Discussion in 'Small Block Tech' started by vonhef, Dec 7, 2020.

  1. vonhef

    vonhef Well-Known Member

    While replacing the mechanical advance springs on my HEI distributor, I noticed a large amount of clearance in the distributor drive and cam gear. I haven't pulled the distributor yet, but I know what I'll see..... excessive drive gear wear.
    This engine has around 4k miles since the new HEI distributor was installed on the new roller cam. It has a new front cover assembly with a standard oil pump from TA performance. This is a 350 small block.

    Have you guys experienced this yet?
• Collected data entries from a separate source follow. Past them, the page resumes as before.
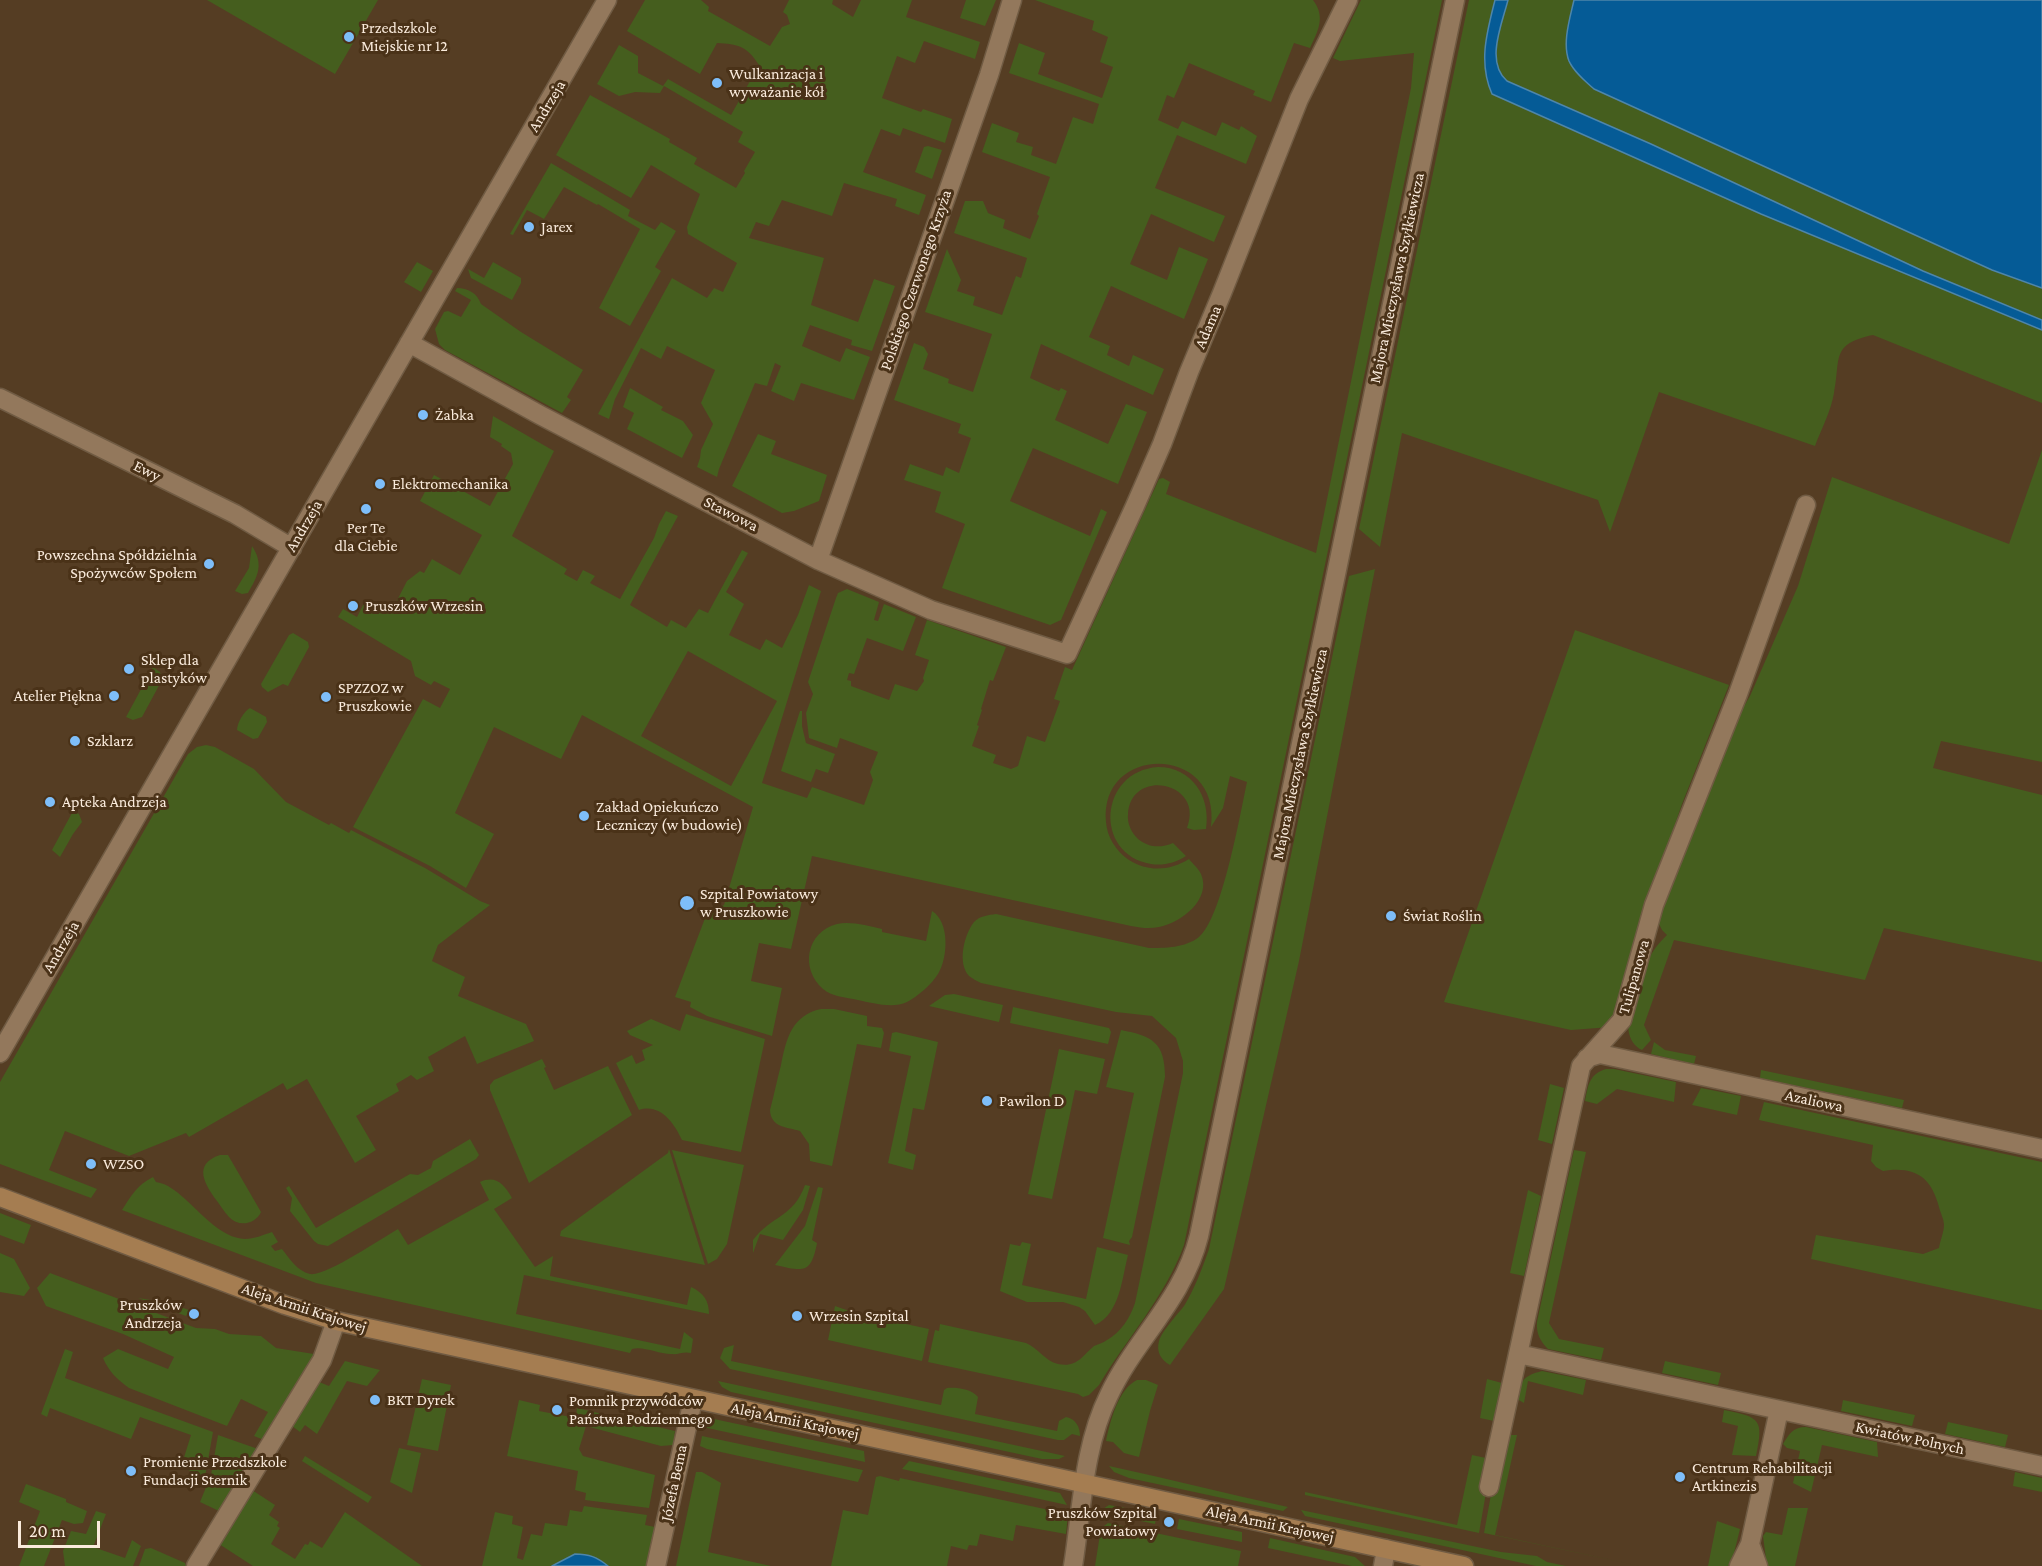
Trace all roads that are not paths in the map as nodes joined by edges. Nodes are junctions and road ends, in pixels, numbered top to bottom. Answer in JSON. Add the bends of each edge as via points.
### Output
{"nodes":[{"id":1,"x":607,"y":0,"type":"edge"},
{"id":2,"x":1012,"y":0,"type":"edge"},
{"id":3,"x":1348,"y":0,"type":"edge"},
{"id":4,"x":1455,"y":0,"type":"edge"},
{"id":5,"x":409,"y":343,"type":"junction"},
{"id":6,"x":0,"y":398,"type":"edge"},
{"id":7,"x":1806,"y":505,"type":"dead end"},
{"id":8,"x":292,"y":548,"type":"junction"},
{"id":9,"x":818,"y":560,"type":"junction"},
{"id":10,"x":1067,"y":654,"type":"joint"},
{"id":11,"x":0,"y":1053,"type":"edge"},
{"id":12,"x":1587,"y":1058,"type":"junction"},
{"id":13,"x":2042,"y":1149,"type":"edge"},
{"id":14,"x":0,"y":1197,"type":"edge"},
{"id":15,"x":336,"y":1321,"type":"junction"},
{"id":16,"x":1518,"y":1354,"type":"junction"},
{"id":17,"x":693,"y":1400,"type":"junction"},
{"id":18,"x":1779,"y":1410,"type":"junction"},
{"id":19,"x":2042,"y":1466,"type":"edge"},
{"id":20,"x":1085,"y":1484,"type":"junction"},
{"id":21,"x":1489,"y":1487,"type":"dead end"},
{"id":22,"x":1750,"y":1544,"type":"junction"},
{"id":23,"x":1384,"y":1557,"type":"edge"},
{"id":24,"x":196,"y":1566,"type":"edge"},
{"id":25,"x":656,"y":1566,"type":"edge"},
{"id":26,"x":1073,"y":1566,"type":"edge"},
{"id":27,"x":1464,"y":1566,"type":"edge"},
{"id":28,"x":1739,"y":1566,"type":"edge"},
{"id":29,"x":1758,"y":1566,"type":"edge"}],
"edges":[{"from":1,"to":5,"type":"street","name":"Andrzeja"},
{"from":2,"to":9,"type":"street","name":"Polskiego Czerwonego Krzyża"},
{"from":3,"to":10,"type":"street","name":"Adama","via":[[1299,99],[1162,444]]},
{"from":4,"to":20,"type":"street","name":"Majora Mieczysława Szyłkiewicza","via":[[1199,1236],[1182,1281],[1105,1401]]},
{"from":5,"to":8,"type":"street","name":"Andrzeja"},
{"from":5,"to":9,"type":"street","name":"Stawowa"},
{"from":6,"to":8,"type":"street","name":"Ewy","via":[[235,514]]},
{"from":7,"to":12,"type":"street","name":"Tulipanowa","via":[[1738,694],[1654,906],[1622,1020]]},
{"from":8,"to":11,"type":"street","name":"Andrzeja"},
{"from":9,"to":10,"type":"street","name":"Stawowa","via":[[931,610]]},
{"from":12,"to":13,"type":"street","name":"Azaliowa","via":[[1600,1054]]},
{"from":12,"to":16,"type":"street","name":"Tulipanowa","via":[[1580,1068]]},
{"from":14,"to":15,"type":"street","name":"Aleja Armii Krajowej"},
{"from":15,"to":17,"type":"street","name":"Aleja Armii Krajowej"},
{"from":15,"to":24,"type":"street","via":[[322,1359]]},
{"from":16,"to":18,"type":"street","name":"Kwiatów Polnych"},
{"from":16,"to":21,"type":"street","name":"Tulipanowa"},
{"from":17,"to":20,"type":"street","name":"Aleja Armii Krajowej"},
{"from":17,"to":25,"type":"street","name":"Józefa Bema"},
{"from":18,"to":19,"type":"street","name":"Kwiatów Polnych"},
{"from":18,"to":22,"type":"street"},
{"from":20,"to":23,"type":"street","name":"Aleja Armii Krajowej"},
{"from":20,"to":26,"type":"street","name":"Majora Mieczysława Szyłkiewicza"},
{"from":22,"to":28,"type":"street"},
{"from":22,"to":29,"type":"street"},
{"from":23,"to":27,"type":"street","name":"Aleja Armii Krajowej"}]}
What is the best solution to prevent having to replace every 4k miles?
     
  2. Mart

    Mart Gold level member

    If your cam button end play is excessive, you may be developing excess wear on the dist gear, cam gear or both from the cam walking back & forth.
     
  3. LARRY70GS

    LARRY70GS a.k.a. "THE WIZARD" Staff Member

    Roller cams require hardened distributor gears. Being the 350 drive gear is replaceable, that may not be the case for the 350, but it is for the 455.
     
  4. Jim Blackwood

    Jim Blackwood Well-Known Member

    I saw where TA is recommending a bronze gear with roller cams.

    Jim
     
  5. vonhef

    vonhef Well-Known Member

    If memory serves.... The initial install had around .006" of clearance, but haven't checked since

    Thanks, I will check into it.

    Thank you, I will call TA and find out.
     
  6. No Lift

    No Lift Platinum Level Contributor

    What Larry said. I would think that even with a roller camshaft the distributer drive gear for a 350 is the usual removable one that comes on all 350's so a regular distributer driven gear would be compatable. The good news is you won't need a new cam just the drive on the cam and dist. Maybe try a gear oiler. I have those on BBB's that have worn gears and that keeps it from wearing any worse. Is there a chance that the roller cam doesn't have the usual oil hole that factory cams have to get oil out to the gear?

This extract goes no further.